1. La raccolta degli arti pelle embrionali di topo (~ E13.5 E17.5)

1. Euthanize collegato femmine con procedura approvata. Secondo il nostro protocollo animali approvati, le femmine sono eutanasia da CO ₂ l'esposizione e poi assicurata dalla dislocazione cervicale. Giaceva l'animale al tovagliolo di carta assorbente e immergerlo completamente nel 70% EtOH / H ₂ O da una bottiglia a spruzzo.
2. Sezionare l'utero intatto e mettetelo in un piatto da 100 mm x 15 Petri contenenti soluzione equilibrata Salt ghiacciata Hanks '(HBSS) per lavare nel sangue.
3. Separati e sezionare l'embrione. Rimuovere il amnios molto sottile dall'embrione.
4. (Opzione) Dissect un singolo embrione in un piatto x 35 10 millimetri Petri se ogni embrione deve essere genotipizzati. Coda sezionato viene trasferito in un tubo da 0,2 ml PCR per la genotipizzazione.
5. Tagliare le zampe anteriori di embrione ed il trasferimento arti anteriori da una pinza l'anello in 24 pozzetti contenenti 2 ml di ghiacciata paraformaldeide fresca 4% (PFA) in tampone fosfato salino (PBS).
6. Fissare le zampe anteriori con miscelazione delicata sulla Mixer Nutator a 4 ° C durante la notte.
7. Il giorno seguente, togliere la PFA e lavare tre volte per 5 min in 2 ml di PBS con miscelazione delicata sulla Mixer Nutator a temperatura ambiente.
8. Trasferimento degli arti anteriori in 100% di metanolo (MeOH) e memorizzarli congelatore a -20 ° C enzima (il congelatore con controllo della temperatura critica e senza funzione di sbrinamento automatico).
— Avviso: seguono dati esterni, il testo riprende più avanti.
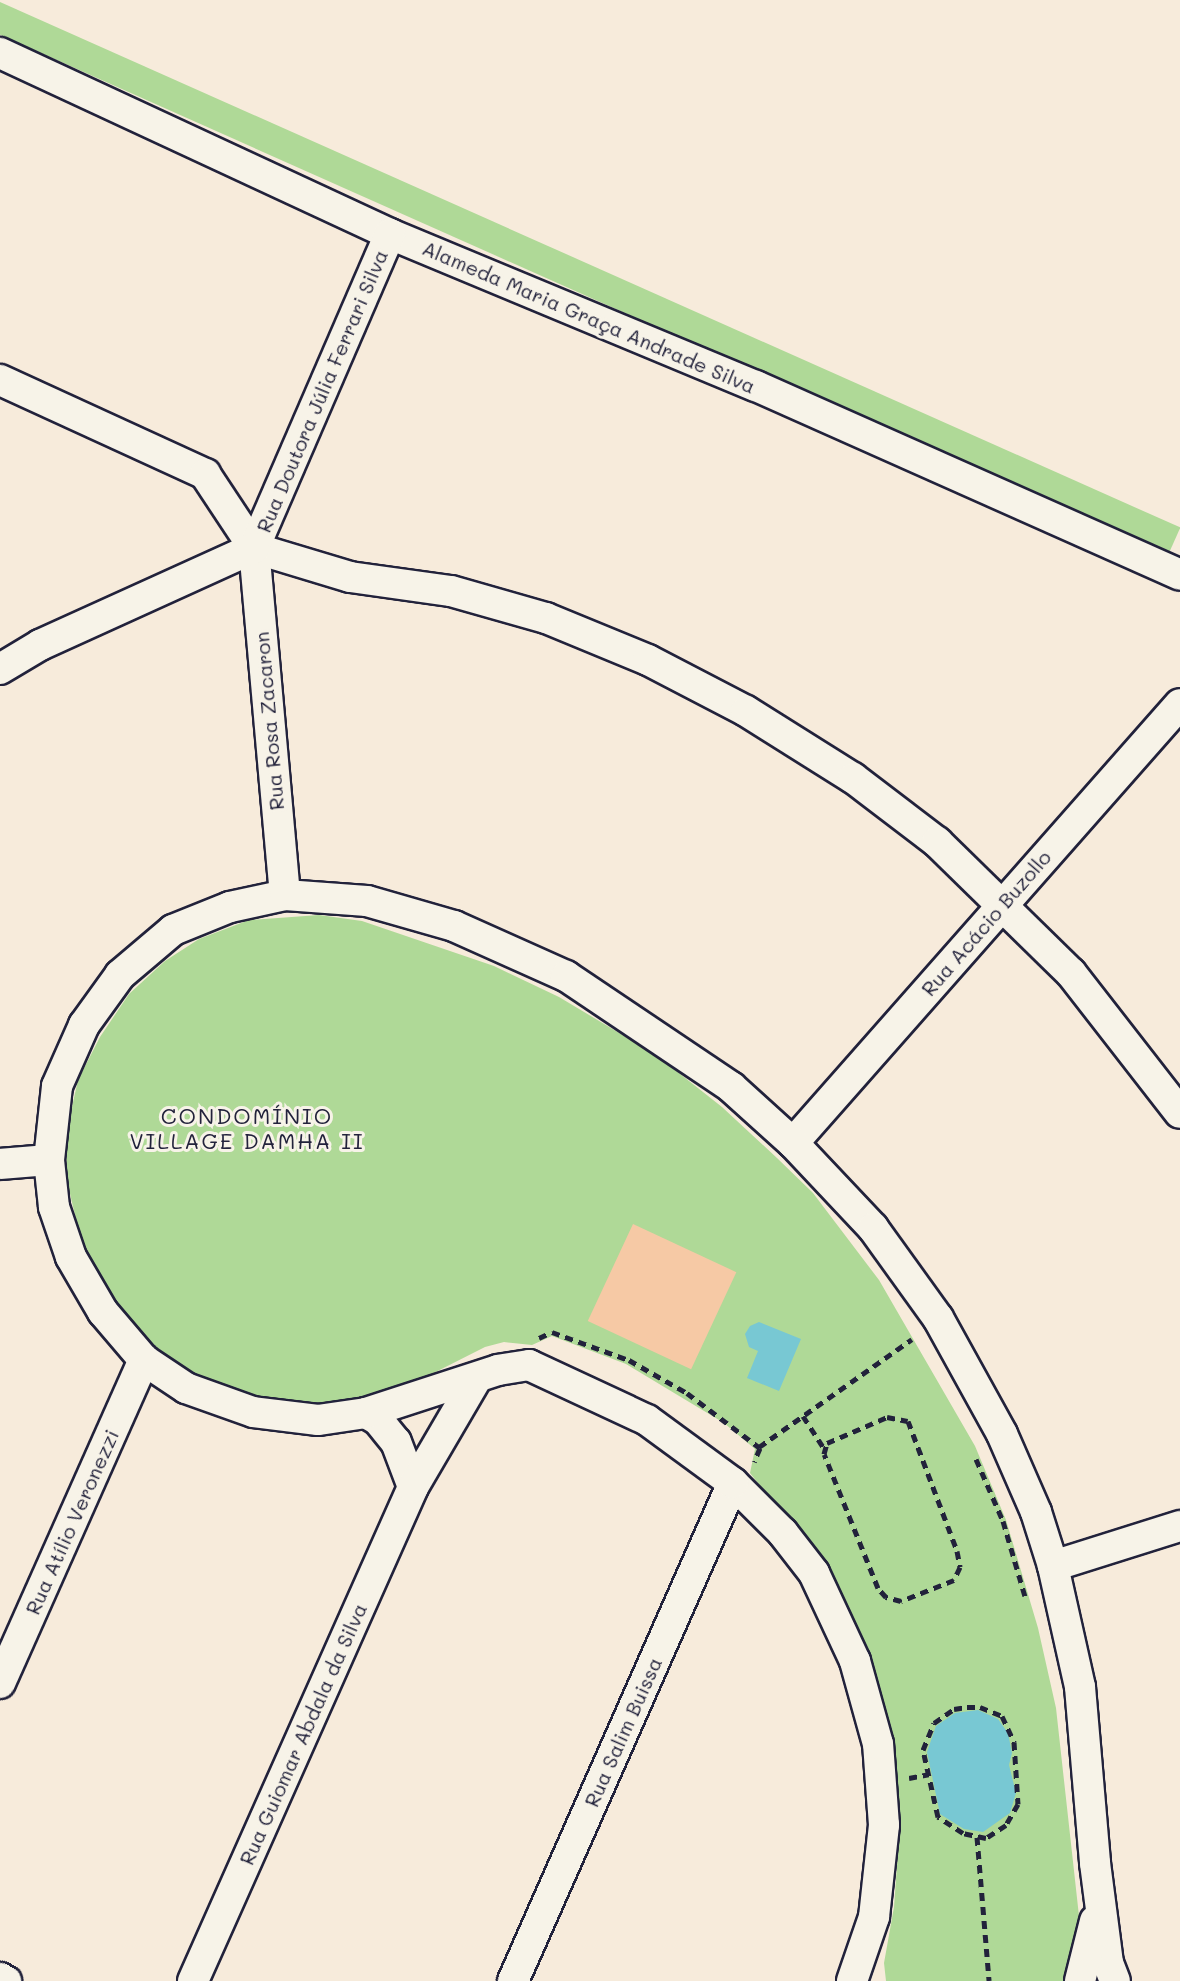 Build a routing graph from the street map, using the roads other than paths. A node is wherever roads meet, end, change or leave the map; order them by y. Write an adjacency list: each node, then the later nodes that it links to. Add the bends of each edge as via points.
1 (0, 53): 2 (street, Alameda Maria Graça Andrade Silva)
2 (390, 234): 4 (street, Rua Doutora Júlia Ferrari Silva); 5 (street, Alameda Maria Graça Andrade Silva, via 756,386)
3 (0, 380): 4 (street, via 205,474)
4 (254, 548): 6 (street, via 40,645); 8 (street, Rua Rosa Zacaron); 9 (street, via 350,577 451,591 546,618 648,660 746,711 853,778 937,842)
5 (1180, 575)
6 (0, 669)
7 (1180, 704): 9 (street, Rua Acácio Buzollo)
8 (285, 895): 11 (street, via 367,901 425,917 566,976 731,1087); 12 (street, via 230,907 173,930 120,975 84,1025 57,1086)
9 (1003, 905): 10 (street, via 1071,973); 11 (street, Rua Acácio Buzollo)
10 (1180, 1113)
11 (793, 1143): 20 (street, via 873,1228 938,1318 1002,1434)
12 (49, 1160): 13 (street); 14 (street, via 54,1207 71,1257 103,1312)
13 (0, 1164)
14 (144, 1360): 16 (street, via 186,1388 253,1412 318,1420); 21 (street, Rua Atílio Veronezzi)
15 (476, 1379): 16 (street); 17 (street, via 529,1365 647,1420); 18 (street, Rua Guiomar Abdala da Silva)
16 (366, 1413): 18 (street, via 396,1442)
17 (744, 1477): 27 (street, Rua Salim Buissa); 28 (street, via 814,1573 855,1661 878,1744 884,1825 876,1902)
18 (413, 1487): 26 (street, Rua Guiomar Abdala da Silva)
19 (1180, 1526): 20 (street)
20 (1053, 1566): 23 (street, via 1080,1687)
21 (7, 1646): 22 (street, Rua Atílio Veronezzi)
22 (0, 1683)
23 (1095, 1863): 29 (street, via 1095,1927); 30 (street)
24 (0, 1978): 25 (street)
25 (6, 1981)
26 (193, 1981)
27 (513, 1981)
28 (852, 1981)
29 (1080, 1981)
30 (1115, 1981) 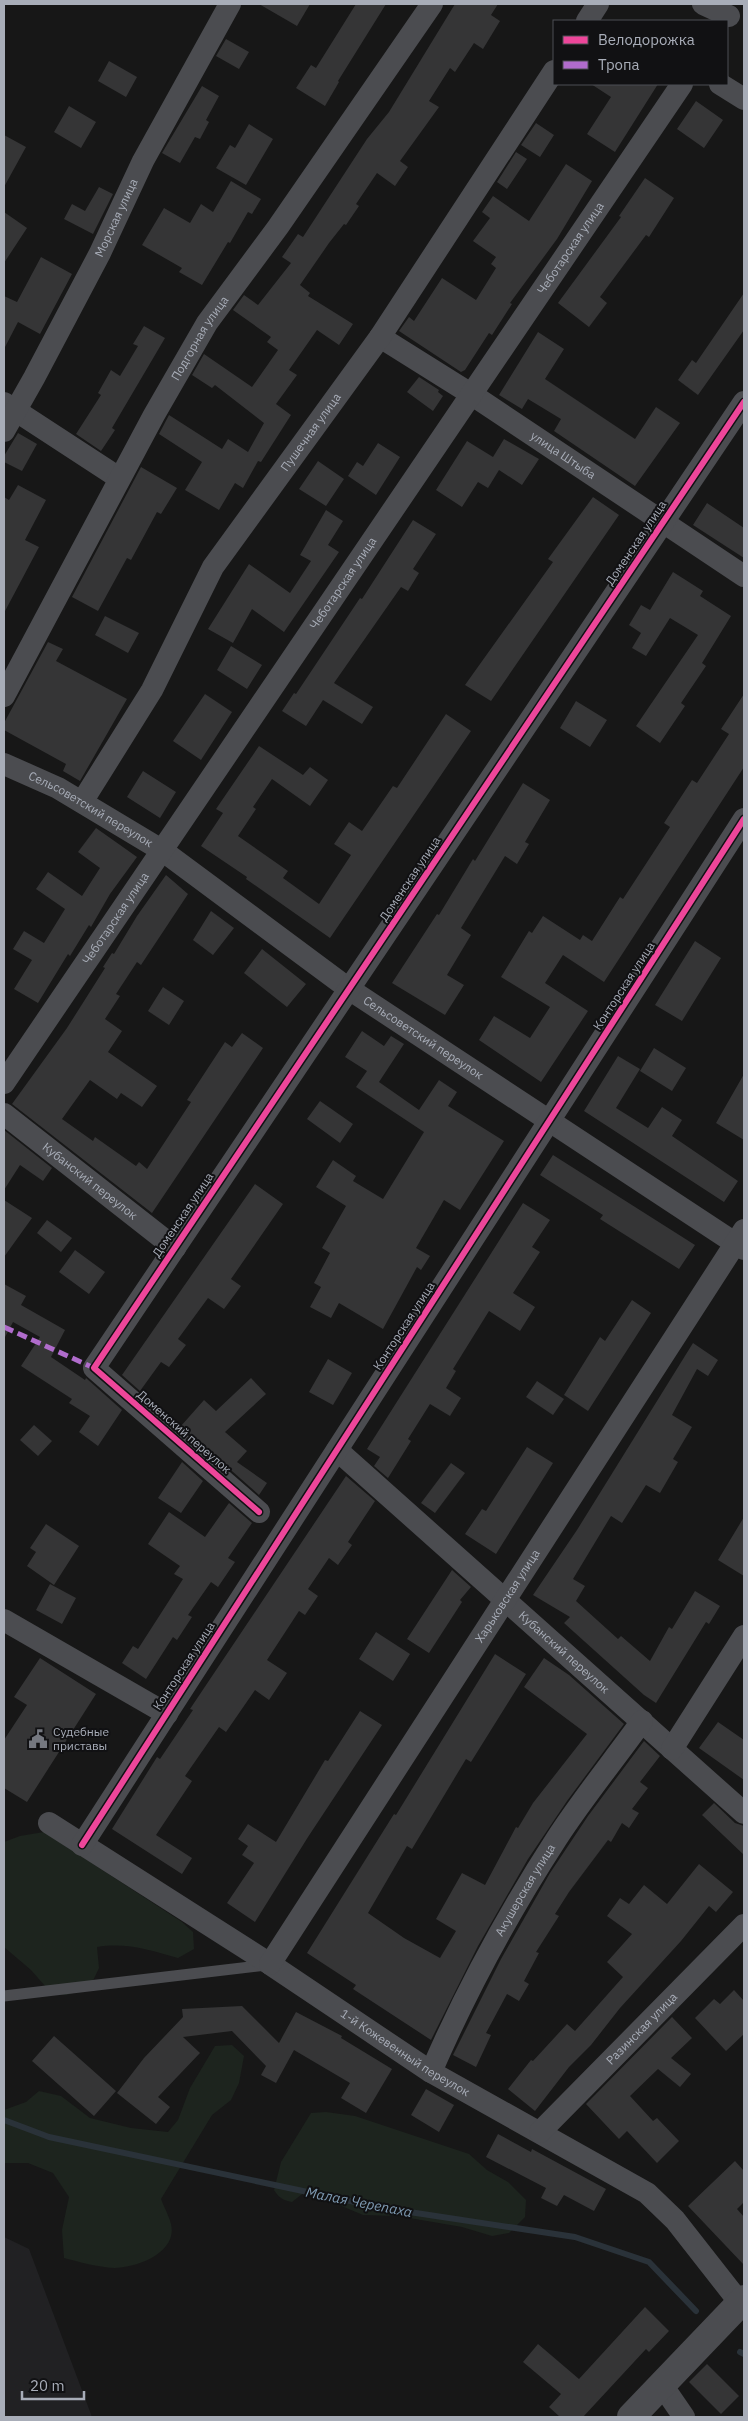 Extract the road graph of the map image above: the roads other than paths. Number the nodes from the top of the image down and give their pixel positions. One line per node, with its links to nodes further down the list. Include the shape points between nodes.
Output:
1 (230, 4): 14 (street, Морская улица, via 143,161 100,253)
2 (432, 4): 16 (street, Подгорная улица, via 278,227 207,323)
3 (598, 4): 6 (street)
4 (703, 4): 5 (street)
5 (730, 14)
6 (588, 20)
7 (553, 73): 11 (street, Пушечная улица)
8 (681, 85): 12 (street, Чеботарская улица)
9 (722, 85): 10 (street)
10 (744, 99)
11 (380, 337): 12 (street, улица Штыба); 21 (street, Пушечная улица, via 213,567 152,690)
12 (471, 394): 17 (street, улица Штыба); 23 (street, Чеботарская улица)
13 (744, 402): 17 (street, Доменская улица)
14 (10, 407): 15 (street, Морская улица); 16 (street)
15 (4, 431)
16 (119, 478): 19 (street, Подгорная улица)
17 (664, 522): 18 (street, улица Штыба); 24 (street, Доменская улица)
18 (744, 576)
19 (4, 696)
20 (4, 764): 21 (street, Сельсоветский переулок)
21 (82, 802): 23 (street, Сельсоветский переулок)
22 (744, 820): 27 (street, Конторская улица)
23 (163, 851): 24 (street, Сельсоветский переулок); 25 (street, Чеботарская улица)
24 (349, 989): 27 (street, Сельсоветский переулок); 29 (street, Доменская улица)
25 (4, 1083)
26 (4, 1114): 29 (street, Кубанский переулок)
27 (550, 1121): 28 (street, Сельсоветский переулок); 31 (street, Конторская улица)
28 (741, 1241): 33 (street, Харьковская улица)
29 (175, 1248): 30 (street, Доменская улица)
30 (94, 1368): 32 (street, Доменский переулок)
31 (337, 1450): 33 (street, Кубанский переулок); 36 (street, Конторская улица)
32 (259, 1512)
33 (506, 1600): 37 (street, Кубанский переулок); 43 (street, Харьковская улица)
34 (4, 1620): 36 (street)
35 (744, 1636): 38 (street)
36 (167, 1714): 41 (street, Конторская улица)
37 (642, 1721): 38 (street, Кубанский переулок); 45 (street, Акушерская улица, via 557,1838 484,1961)
38 (672, 1749): 39 (street, Кубанский переулок)
39 (744, 1814)
40 (49, 1822): 41 (street, 1-й Кожевенный переулок)
41 (82, 1845): 43 (street, 1-й Кожевенный переулок)
42 (744, 1926): 46 (street, Разинская улица)
43 (270, 1964): 44 (lane); 45 (street, 1-й Кожевенный переулок)
44 (4, 1996)
45 (431, 2072): 46 (street, 1-й Кожевенный переулок)
46 (540, 2132): 47 (street, 1-й Кожевенный переулок, via 647,2193 675,2220)
47 (742, 2301): 48 (street)
48 (662, 2385): 49 (street); 50 (street)
49 (632, 2417)
50 (684, 2417)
Anticorpi primari indicati nella tabella 1 lavoro dopo il trattamento MeOH 100%.
9. Pelle a buccia fuori dalla zampa anteriore con una pinzetta sottile. Cutanee degli arti, quando disidratato, dovrebbe separare facilmente dal arto. In primo luogo l'arto con il lato ventrale (lato palmo) verso l'alto. Quindi, utilizzando una pinzetta sottile, tagliare la pelle, come mostrato nel video. Avanti sezionare intorno tutto l'arto, desquamazione della pelle fuori delicatamente senza alcun danno.

2. Tutto-mount la colorazione immunoistochimica di Skins Limb

1. Reidratare le pelli arto in polipropilene da 5 ml a fondo rotondo tubo incubando attraverso la serie graduata di MeOH / PBT (PBS + 0,2% Triton X-100) (75%, 50%, 25%) per 5 minuti ciascuno. Si noti che lo scambio di soluzioni dovrebbero fare attenzione a non danneggiare le bucce degli arti.
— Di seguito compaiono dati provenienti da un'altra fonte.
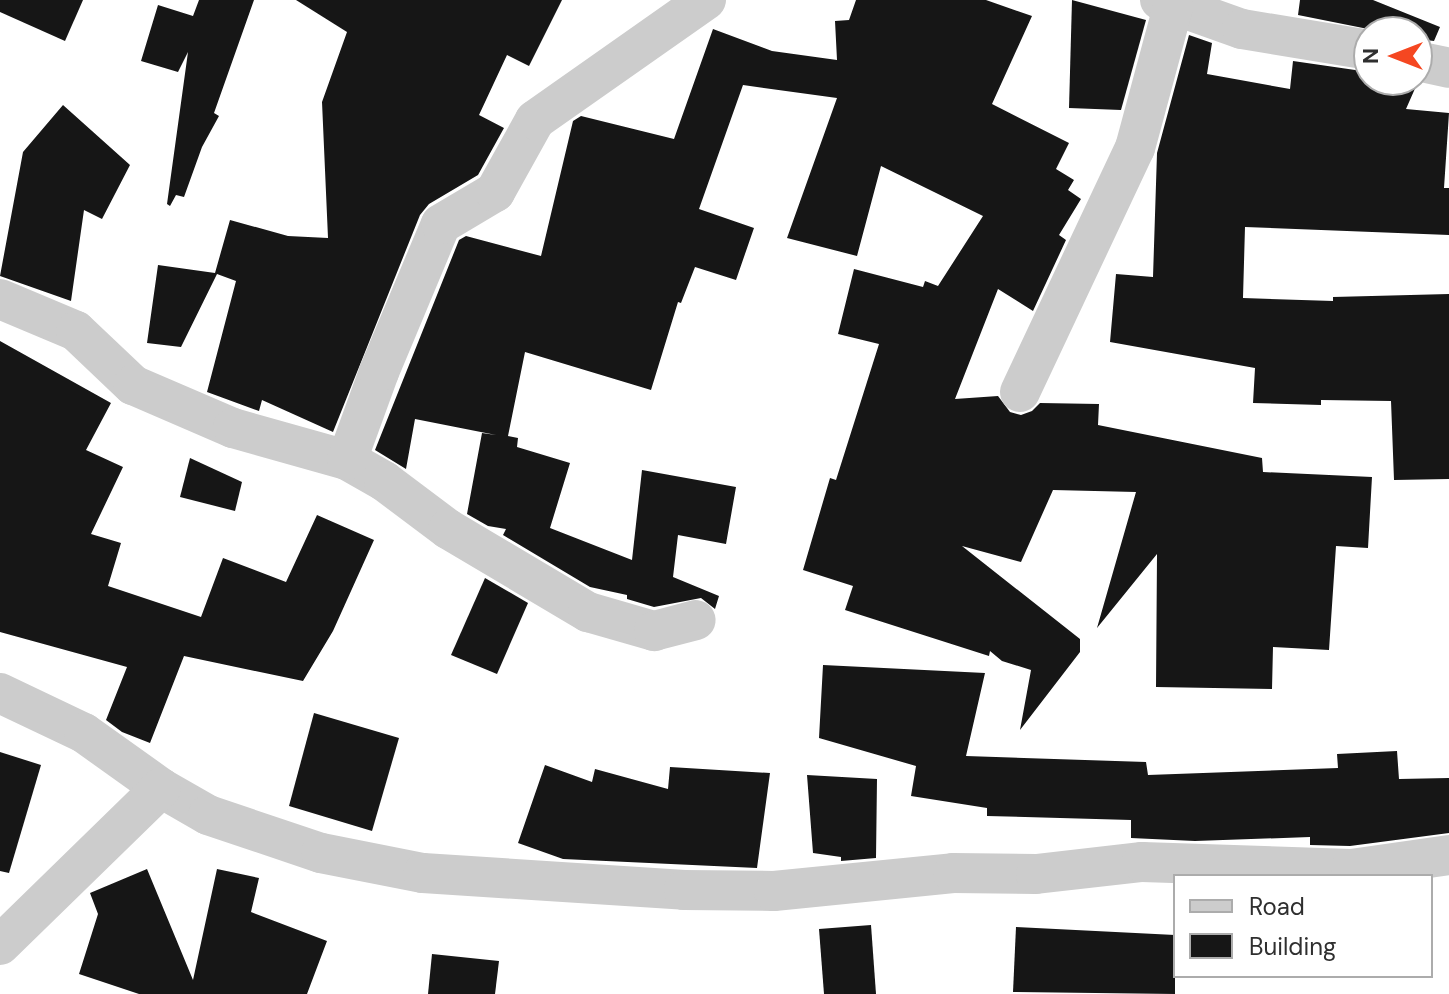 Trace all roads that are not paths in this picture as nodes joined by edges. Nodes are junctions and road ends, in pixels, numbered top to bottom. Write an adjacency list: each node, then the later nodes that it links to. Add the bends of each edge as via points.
1 (706, 0): 6 (street, via 535,120 495,192 441,224)
2 (1167, 4): 3 (street, via 1242,29); 5 (street, via 1135,148)
3 (1353, 47)
4 (0, 299): 6 (street, via 76,331 133,385 233,428)
5 (1020, 392)
6 (347, 460): 7 (street, via 448,529 588,612 654,631)
7 (696, 620)
8 (0, 693): 9 (street, via 84,733)
9 (161, 788): 10 (street, via 208,815 321,853 423,873 669,889 774,891 1142,862 1351,869); 11 (street)
10 (1449, 855)
11 (0, 945)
2. Lavare due volte per 5 min in PBT con miscelazione delicata sulla Mixer Nutator a temperatura ambiente.
3. Bloccare le pelli di capra arto o con 10% di siero / PBS +0,2% TX100 tampone di bloccaggio per gli anticorpi di capra secondario o al 10% Donkey siero / PBS +0,2% TX100 tampone di bloccaggio per gli anticorpi asino secondaria di 2 ore con miscelazione delicata sulla Mixer Nutator a a temperatura ambiente.
4. Mettere le bucce arto su un piatto da 35 mm x 10 Petri e il trasferimento da una pinza ad anello in 2ml-microcentrifuga tubo con 800μl di anticorpi primari (diluizione appropriato tra quelli riportati nelle tabelle) nel tampone di bloccaggio (o di capra 10% di siero / PBS 0,2 TX100% o 10% Donkey siero / PBS TX100 +0,2%). Incubare le pelli arto con miscelazione delicata sulla Mixer Nutator a 4 ° C durante la notte. Si noti che più gli anticorpi primari derivati ​​da specie diverse (ad esempio, anticorpo monoclonale di ratto + anticorpo policlonale di coniglio) possono essere utilizzati contemporaneamente.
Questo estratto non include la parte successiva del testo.